--- Exercise material Enclosed Below ---

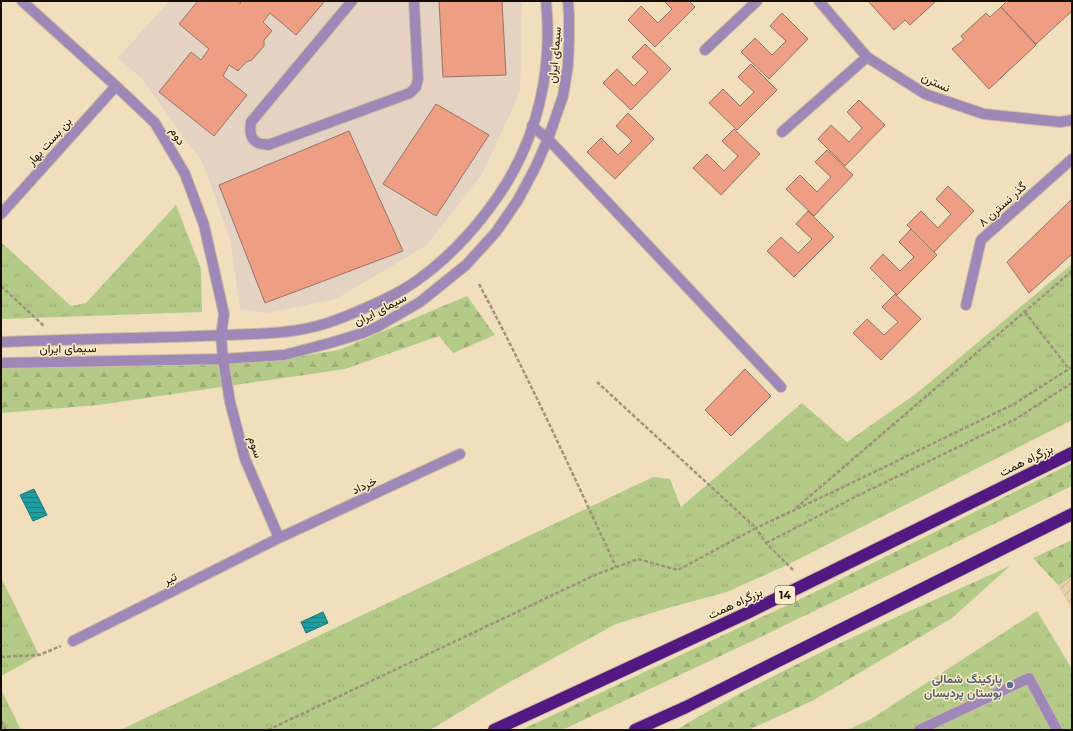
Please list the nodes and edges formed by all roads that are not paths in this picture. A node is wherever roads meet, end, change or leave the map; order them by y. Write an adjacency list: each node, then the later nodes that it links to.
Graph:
1 (22, 1): 10 (street, دوم)
2 (352, 1): 3 (street)
3 (414, 1)
4 (546, 1): 12 (street, سیمای ایران)
5 (568, 1): 14 (street, سیمای ایران)
6 (757, 1): 8 (street)
7 (819, 1): 9 (street, نسترن)
8 (705, 50)
9 (867, 56): 11 (street, نسترن); 13 (street)
10 (116, 86): 16 (street, بن بست بهار); 18 (street, دوم)
11 (1072, 120)
12 (532, 126): 14 (street); 18 (street, سیمای ایران)
13 (782, 132)
14 (548, 139): 20 (street, سیمای ایران); 22 (street)
15 (1072, 159): 17 (street, گذر نسترن ۸)
16 (1, 214)
17 (966, 305)
18 (221, 336): 19 (street, سیمای ایران); 20 (street, دوم)
19 (1, 342)
20 (223, 359): 21 (street, سیمای ایران); 26 (street, سوم)
21 (1, 362)
22 (782, 387)
23 (1072, 453): 29 (highway, بزرگراه همت / 14)
24 (460, 454): 26 (street, خرداد)
25 (1072, 514): 28 (highway)
26 (278, 538): 27 (street, تیر)
27 (73, 641)
28 (686, 707): 30 (highway); 31 (highway)
29 (494, 730)
30 (635, 730)
31 (653, 730)
32 (919, 730): 33 (street)
33 (1057, 730)

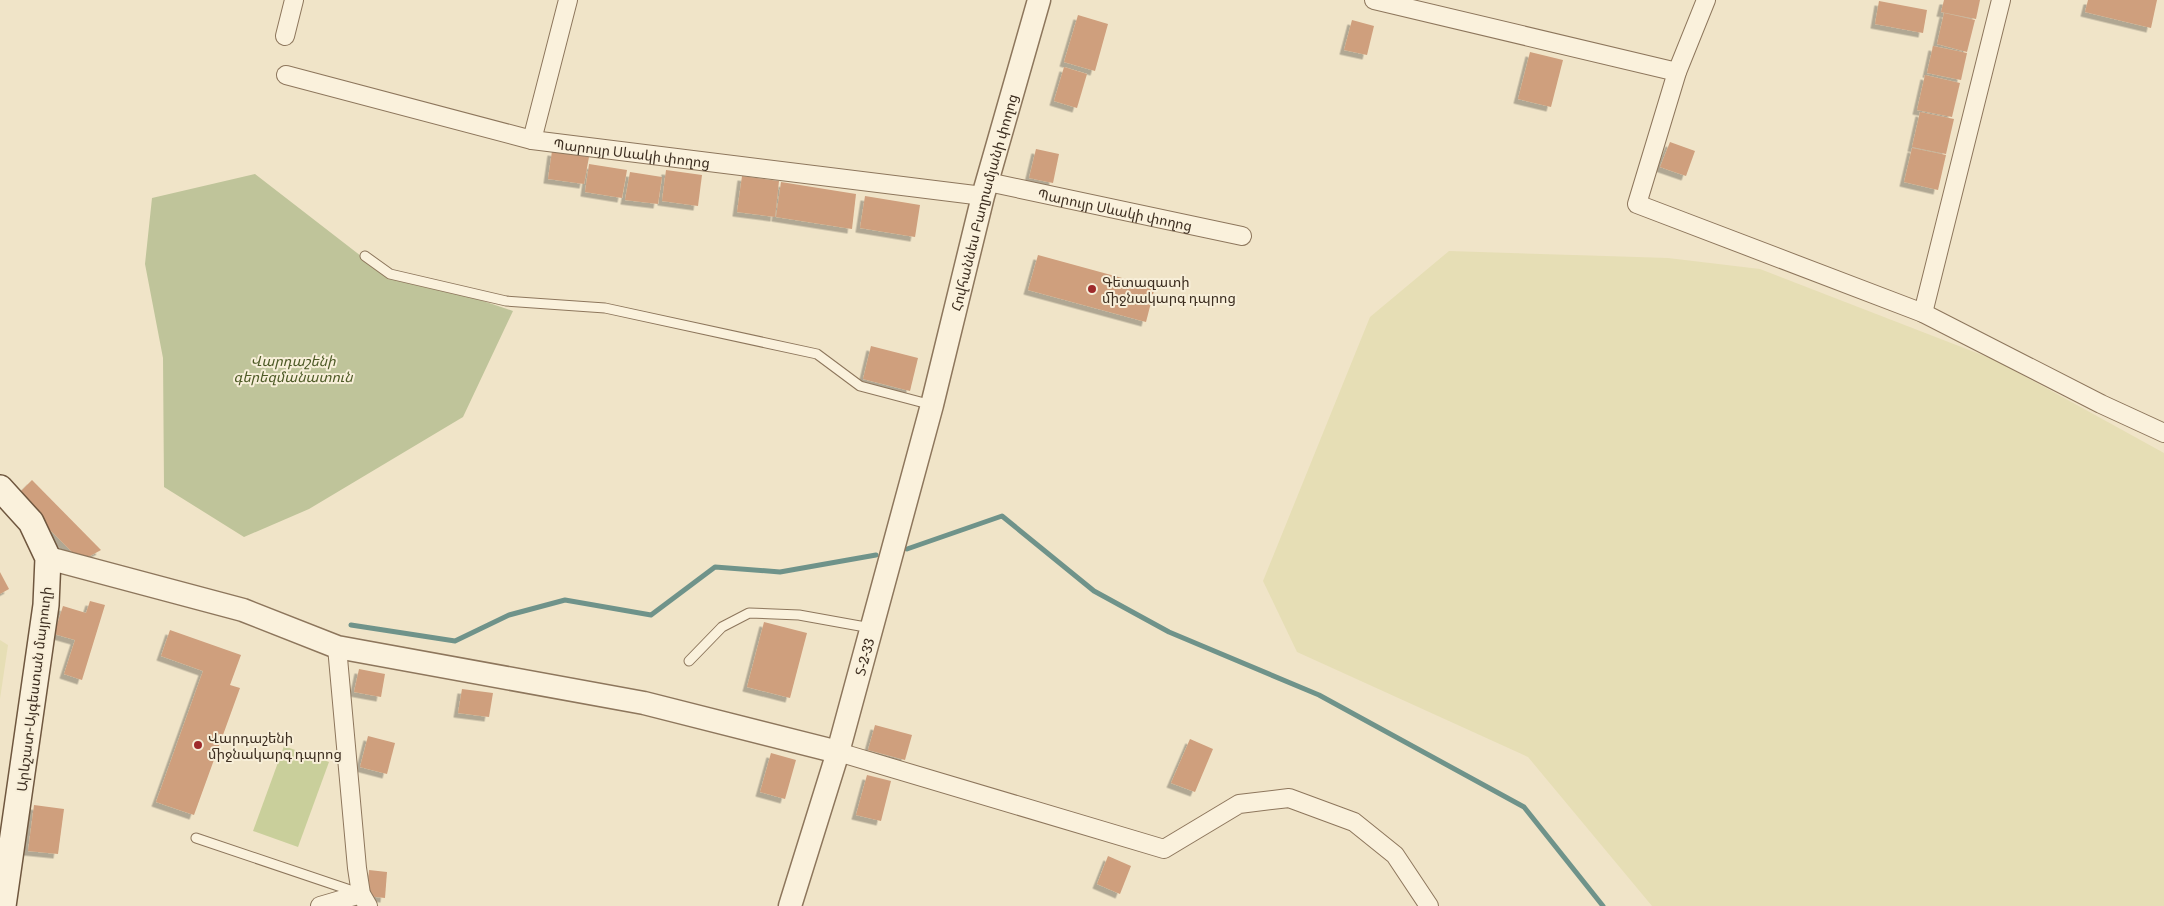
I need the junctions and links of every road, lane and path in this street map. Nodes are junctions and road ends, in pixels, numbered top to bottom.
1 (294, 0) edge
2 (568, 0) edge
3 (1039, 0) edge
4 (1374, 0) edge
5 (1706, 0) edge
6 (2002, 0) edge
7 (285, 36) dead end
8 (1677, 72) junction
9 (286, 76) dead end
10 (532, 140) junction
11 (985, 189) junction
12 (1242, 236) dead end
13 (365, 256) dead end
14 (1923, 313) junction
15 (932, 405) junction
16 (2164, 433) edge
17 (0, 488) edge
18 (48, 558) junction
19 (871, 628) junction
20 (337, 647) junction
21 (689, 662) dead end
22 (838, 752) junction
23 (196, 838) dead end
24 (364, 900) edge
25 (3, 906) edge
26 (320, 906) edge
27 (790, 906) edge
28 (1429, 906) edge

1 - 7 street
2 - 10 street
3 - 11 street, Հովհաննես Բաղրամյանի փողոց / Տ-2-33
4 - 8 street
5 - 8 street
6 - 14 street
8 - 14 street
9 - 10 street, Պարույր Սևակի փողոց
10 - 11 street, Պարույր Սևակի փողոց
11 - 12 street, Պարույր Սևակի փողոց
11 - 15 street, Հովհաննես Բաղրամյանի փողոց / Տ-2-33
13 - 15 lane
14 - 16 street
15 - 19 street, Տ-2-33 / Տ-2-33
17 - 18 main road, Արևշատ-Այգեստան մայրուղի
18 - 20 street
18 - 25 main road, Արևշատ-Այգեստան մայրուղի
19 - 21 lane
19 - 22 street, Տ-2-33 / Տ-2-33
20 - 22 street
20 - 24 street
22 - 27 street, Տ-2-33 / Տ-2-33
22 - 28 street
23 - 24 lane
24 - 26 street

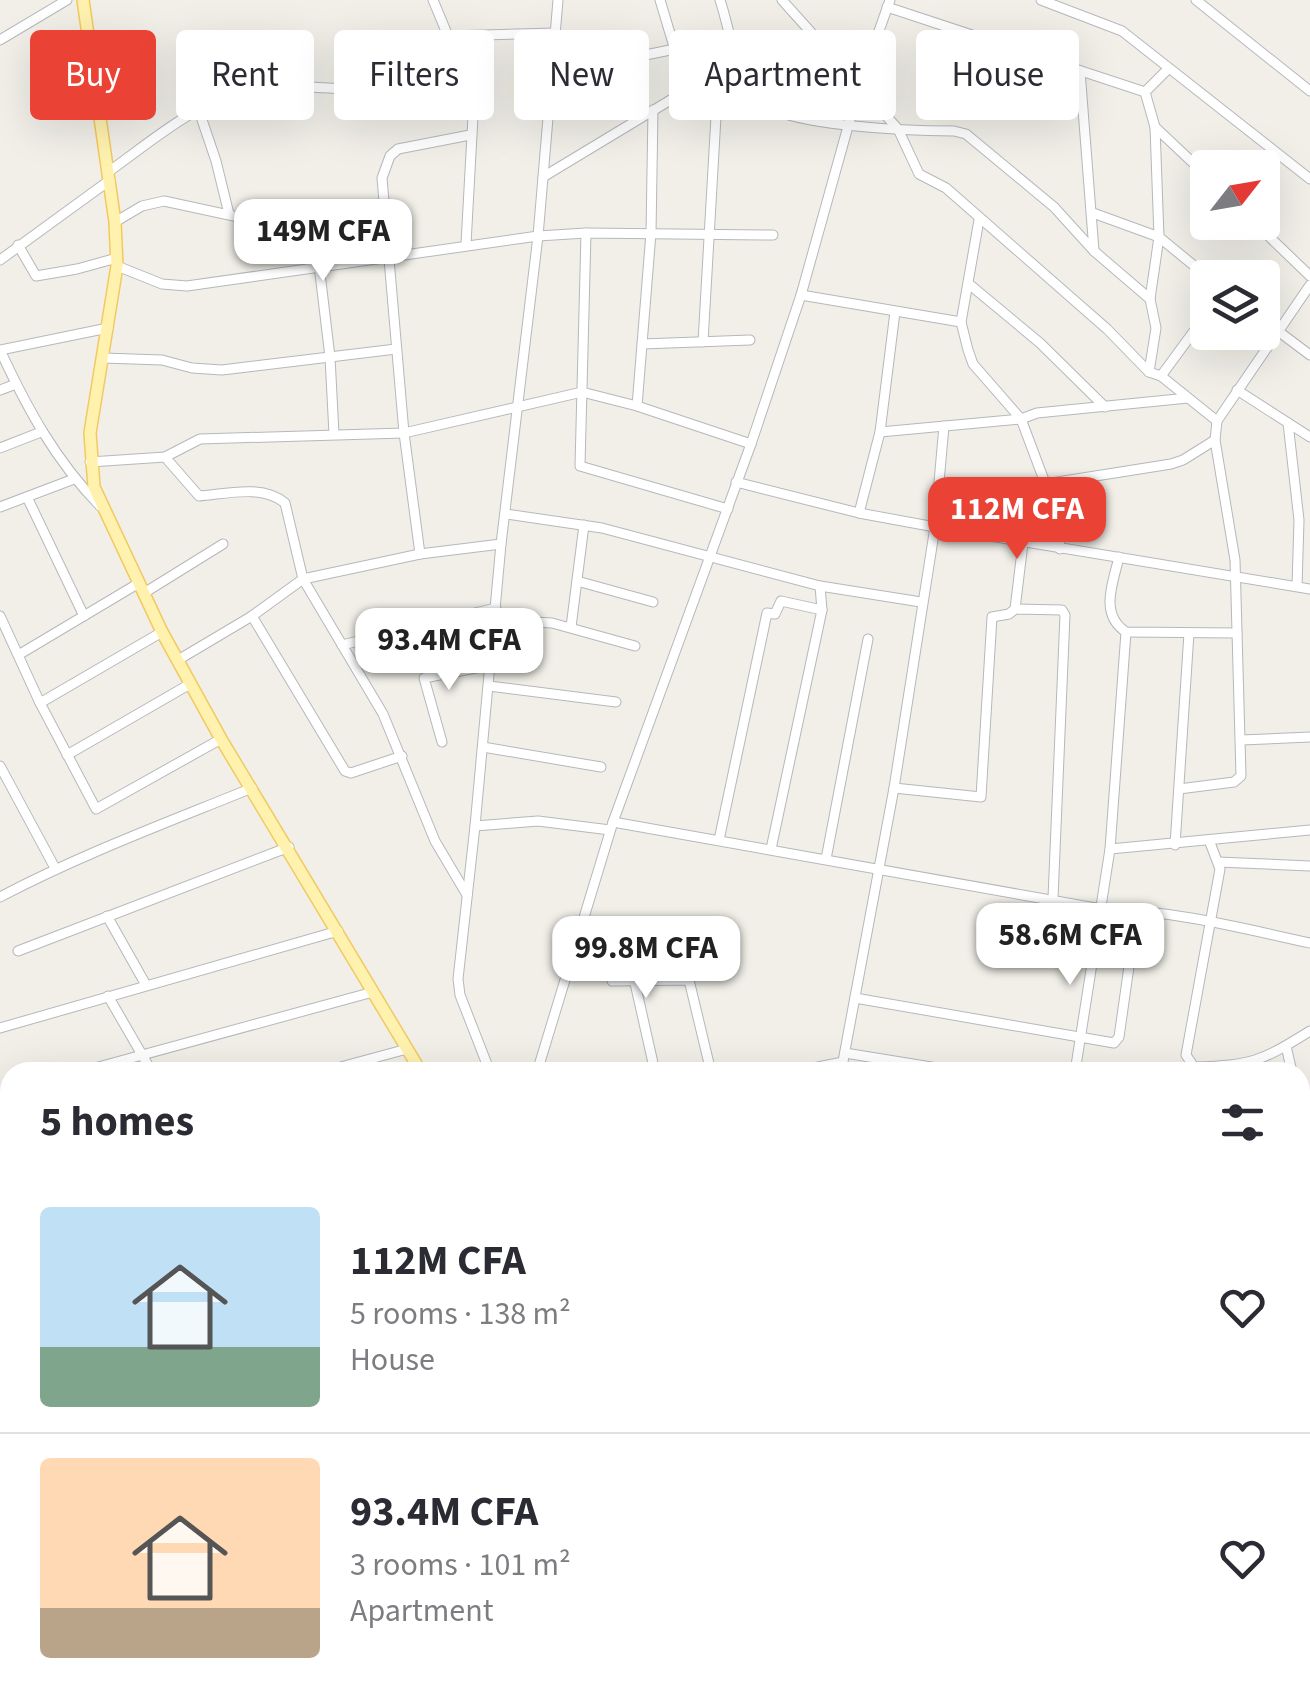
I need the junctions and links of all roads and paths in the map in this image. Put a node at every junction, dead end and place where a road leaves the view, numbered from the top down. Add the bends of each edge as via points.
1 (67, 0) edge
2 (83, 0) edge
3 (433, 0) edge
4 (558, 0) edge
5 (660, 0) edge
6 (720, 0) edge
7 (782, 0) edge
8 (1041, 0) edge
9 (1196, 0) edge
10 (888, 4) edge
11 (446, 30) edge
12 (554, 30) edge
13 (669, 30) edge
14 (729, 30) edge
15 (807, 30) edge
16 (879, 30) edge
17 (0, 40) edge
18 (1080, 70) junction
19 (1167, 70) junction
20 (1310, 90) edge
21 (1145, 92) junction
22 (669, 100) edge
23 (653, 110) junction
24 (182, 120) edge
25 (202, 120) edge
26 (471, 120) edge
27 (547, 120) edge
28 (716, 120) edge
29 (818, 120) edge
30 (850, 120) edge
31 (889, 120) edge
32 (1155, 127) junction
33 (847, 128) junction
34 (898, 129) junction
35 (470, 134) junction
36 (1190, 161) edge
37 (109, 176) junction
38 (543, 177) junction
39 (1310, 180) edge
40 (1093, 213) junction
41 (228, 214) junction
42 (979, 220) junction
43 (115, 222) junction
44 (586, 233) junction
45 (651, 233) junction
46 (711, 234) junction
47 (773, 235) dead end
48 (538, 236) junction
49 (1158, 237) junction
50 (1273, 240) edge
51 (466, 244) junction
52 (18, 246) junction
53 (1094, 250) junction
54 (389, 255) junction
55 (0, 260) edge
56 (350, 261) junction
57 (117, 262) junction
58 (1190, 263) edge
59 (319, 265) junction
60 (1310, 276) edge
61 (969, 284) junction
62 (1310, 285) edge
63 (801, 294) junction
64 (1150, 299) junction
65 (895, 312) junction
66 (961, 322) junction
67 (1280, 326) edge
68 (108, 328) junction
69 (1280, 332) edge
70 (1190, 337) edge
71 (750, 340) dead end
72 (704, 342) junction
73 (642, 344) junction
74 (396, 349) junction
75 (0, 350) edge
76 (1264, 350) edge
77 (1310, 355) edge
78 (103, 358) junction
79 (330, 358) junction
80 (1149, 372) junction
81 (1161, 376) junction
82 (16, 384) junction
83 (0, 390) edge
84 (1237, 390) junction
85 (582, 392) junction
86 (1188, 398) junction
87 (517, 405) junction
88 (637, 406) junction
89 (1105, 407) junction
90 (1021, 419) junction
91 (1216, 422) junction
92 (1288, 423) junction
93 (944, 426) junction
94 (41, 432) junction
95 (880, 432) junction
96 (404, 433) junction
97 (334, 434) junction
98 (1310, 437) edge
99 (1215, 440) junction
100 (751, 444) junction
101 (0, 448) edge
102 (166, 457) junction
103 (90, 462) junction
104 (74, 479) junction
105 (736, 482) junction
106 (1046, 484) junction
107 (27, 497) junction
108 (0, 507) edge
109 (102, 508) junction
110 (728, 509) junction
111 (858, 513) junction
112 (506, 514) junction
113 (584, 525) junction
114 (935, 527) junction
115 (1022, 543) junction
116 (223, 544) dead end
117 (501, 544) junction
118 (1060, 549) junction
119 (420, 554) junction
120 (1118, 556) junction
121 (708, 558) junction
122 (1235, 574) junction
123 (303, 579) junction
124 (577, 582) junction
125 (820, 586) junction
126 (1297, 586) junction
127 (141, 588) junction
128 (1310, 589) edge
129 (653, 602) dead end
130 (921, 602) junction
131 (496, 608) junction
132 (1016, 608) junction
133 (822, 610) junction
134 (0, 616) edge
135 (84, 616) junction
136 (252, 616) junction
137 (495, 620) junction
138 (570, 627) junction
139 (162, 632) junction
140 (1126, 632) junction
141 (1189, 634) junction
142 (1237, 634) junction
143 (868, 640) dead end
144 (342, 646) junction
145 (634, 646) dead end
146 (20, 654) junction
147 (178, 660) junction
148 (491, 665) junction
149 (190, 684) junction
150 (489, 686) junction
151 (616, 702) dead end
152 (40, 703) junction
153 (1310, 737) edge
154 (221, 739) junction
155 (1241, 740) junction
156 (442, 742) dead end
157 (483, 747) junction
158 (68, 755) junction
159 (402, 756) junction
160 (0, 766) edge
161 (602, 767) dead end
162 (252, 788) junction
163 (894, 788) junction
164 (1179, 789) junction
165 (476, 826) junction
166 (612, 826) junction
167 (1310, 830) edge
168 (719, 840) junction
169 (1209, 840) junction
170 (1174, 845) junction
171 (288, 848) junction
172 (1110, 849) junction
173 (770, 850) junction
174 (826, 859) junction
175 (1218, 862) junction
176 (1310, 866) edge
177 (55, 868) junction
178 (877, 868) junction
179 (467, 894) junction
180 (0, 897) edge
181 (1053, 898) junction
182 (1101, 910) junction
183 (1137, 910) junction
184 (107, 916) junction
185 (1212, 921) junction
186 (338, 932) junction
187 (1310, 943) edge
188 (18, 952) dead end
189 (612, 981) dead end
190 (635, 983) junction
191 (146, 985) junction
192 (373, 992) junction
193 (108, 996) junction
194 (855, 998) junction
195 (0, 1028) edge
196 (1310, 1031) edge
197 (1080, 1039) junction
198 (1286, 1046) junction
199 (407, 1049) junction
200 (142, 1055) junction
201 (1263, 1060) joint
202 (116, 1062) edge
203 (146, 1062) edge
204 (359, 1062) edge
205 (415, 1062) edge
206 (486, 1062) edge
207 (540, 1062) edge
208 (654, 1062) edge
209 (708, 1062) edge
210 (843, 1062) edge
211 (1077, 1062) edge
212 (1189, 1062) edge
213 (1254, 1062) edge
214 (1290, 1062) edge

1 - 17 street
2 - 37 main road
3 - 11 street
4 - 12 street
5 - 13 street
6 - 14 street
7 - 15 street
8 - 19 street via 1122,31
9 - 20 street
10 - 16 street
10 - 18 street
18 - 21 street
18 - 40 street
19 - 21 street
19 - 39 street
21 - 32 street
22 - 23 street
23 - 38 street
23 - 45 street
24 - 37 street
25 - 41 street
26 - 35 street
27 - 38 street
28 - 46 street
29 - 33 street
30 - 33 street
31 - 34 street
32 - 36 street
32 - 49 street
33 - 34 street
33 - 63 street
34 - 42 street via 919,174 946,188
34 - 53 street via 966,134 1054,207
35 - 51 street
35 - 54 street via 390,156 381,192
37 - 43 main road
37 - 52 street
38 - 48 street
40 - 49 street
40 - 53 street
41 - 43 street via 164,202
41 - 56 street via 257,221 340,220
42 - 61 street
42 - 80 street
43 - 57 main road
44 - 45 street
44 - 48 street
44 - 85 street
45 - 46 street
45 - 73 street
46 - 47 street
46 - 72 street
48 - 51 street
48 - 87 street
49 - 58 street
49 - 64 street
50 - 60 street
51 - 54 street
52 - 55 street
52 - 57 street via 36,276
53 - 64 street
54 - 56 street
54 - 74 street
56 - 59 street
57 - 59 street via 162,284 187,286
57 - 68 main road
59 - 79 street
61 - 66 street
61 - 89 street
62 - 67 street
63 - 65 street
63 - 100 street
64 - 80 street via 1156,328
65 - 66 street
65 - 95 street
66 - 90 street via 973,364
68 - 75 street
68 - 78 main road
69 - 77 street
70 - 81 street
71 - 72 street
72 - 73 street
73 - 88 street
74 - 79 street
74 - 96 street
75 - 82 street
76 - 84 street
78 - 79 street via 222,370
78 - 103 main road
79 - 97 street
80 - 81 street
81 - 86 street
82 - 83 street
82 - 94 street
84 - 91 street
84 - 92 street
85 - 87 street
85 - 88 street
85 - 110 street via 580,466
86 - 89 street
86 - 91 street
87 - 96 street
87 - 112 street
88 - 100 street
89 - 90 street
90 - 93 street
90 - 106 street
91 - 99 street
92 - 98 street
92 - 126 street via 1299,520
93 - 95 street
93 - 114 street
94 - 101 street
94 - 104 street
95 - 111 street
96 - 97 street
96 - 119 street
97 - 102 street via 200,439
99 - 106 street via 1171,464
99 - 122 street
100 - 105 street
102 - 103 street
102 - 123 street via 199,496 248,492 285,503
103 - 109 main road
104 - 107 street
104 - 109 street
105 - 110 street
105 - 111 street
106 - 118 street
107 - 108 street
107 - 135 street
109 - 127 main road
110 - 121 street
111 - 114 street
112 - 113 street
112 - 117 street
113 - 121 street
113 - 124 street
114 - 115 street
114 - 130 street
115 - 118 street
115 - 132 street
116 - 127 street
117 - 119 street
117 - 131 street
118 - 120 street
119 - 123 street
120 - 122 street
120 - 140 street via 1109,604
121 - 125 street
121 - 166 street
122 - 126 street
122 - 142 street
123 - 136 street
123 - 144 street
124 - 129 street
124 - 138 street
125 - 130 street
125 - 133 street
126 - 128 street
127 - 135 street
127 - 139 main road
130 - 163 street
131 - 137 street
131 - 144 street
132 - 163 street via 992,617 981,797
132 - 181 street via 1065,615
133 - 168 street via 782,602 775,614 766,612
133 - 173 street
134 - 146 street
135 - 146 street
136 - 147 street
136 - 159 street via 345,771
137 - 138 street
137 - 148 street
138 - 145 street
139 - 147 main road
139 - 152 street
140 - 141 street
140 - 172 street
141 - 142 street
141 - 164 street
142 - 155 street
143 - 174 street
144 - 159 street
146 - 152 street
147 - 149 main road
148 - 150 street
148 - 156 street via 424,678
149 - 154 main road
149 - 158 street
150 - 151 street
150 - 157 street
152 - 158 street
153 - 155 street
154 - 158 street via 96,810
154 - 162 main road
155 - 164 street via 1239,779
157 - 161 street
157 - 165 street
159 - 179 street via 435,841
160 - 177 street
162 - 171 main road
162 - 177 street
163 - 178 street
164 - 170 street
165 - 166 street via 538,820
165 - 179 street
166 - 168 street
166 - 207 street
167 - 169 street
168 - 173 street
169 - 170 street
169 - 175 street
170 - 172 street
171 - 184 street
171 - 186 main road
172 - 182 street
173 - 174 street
174 - 178 street
175 - 176 street
175 - 185 street
177 - 180 street
178 - 181 street
178 - 194 street
179 - 206 street via 458,987
181 - 182 street
182 - 183 street
182 - 197 street
183 - 185 street
183 - 197 street via 1119,1037 1114,1043
184 - 188 street
184 - 191 street
185 - 187 street
185 - 212 street
186 - 191 street
186 - 192 main road
189 - 190 street
190 - 208 street
190 - 209 street via 688,980
191 - 193 street
192 - 199 main road
192 - 200 street
193 - 195 street
193 - 200 street
194 - 197 street
194 - 210 street
196 - 198 street
197 - 211 street
198 - 201 street
198 - 214 street
199 - 204 street
199 - 205 main road
200 - 202 street
200 - 203 street
201 - 213 street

--- End of Enclosed Exercise material ---

- [Work instruction]
List every line above containing the word "lane".

- [Task answer]
I need the junctions and links of every road, lane and path in this street map. Nodes are junctions and road ends, in pixels, numbered top to bottom.
13 - 15 lane
19 - 21 lane
23 - 24 lane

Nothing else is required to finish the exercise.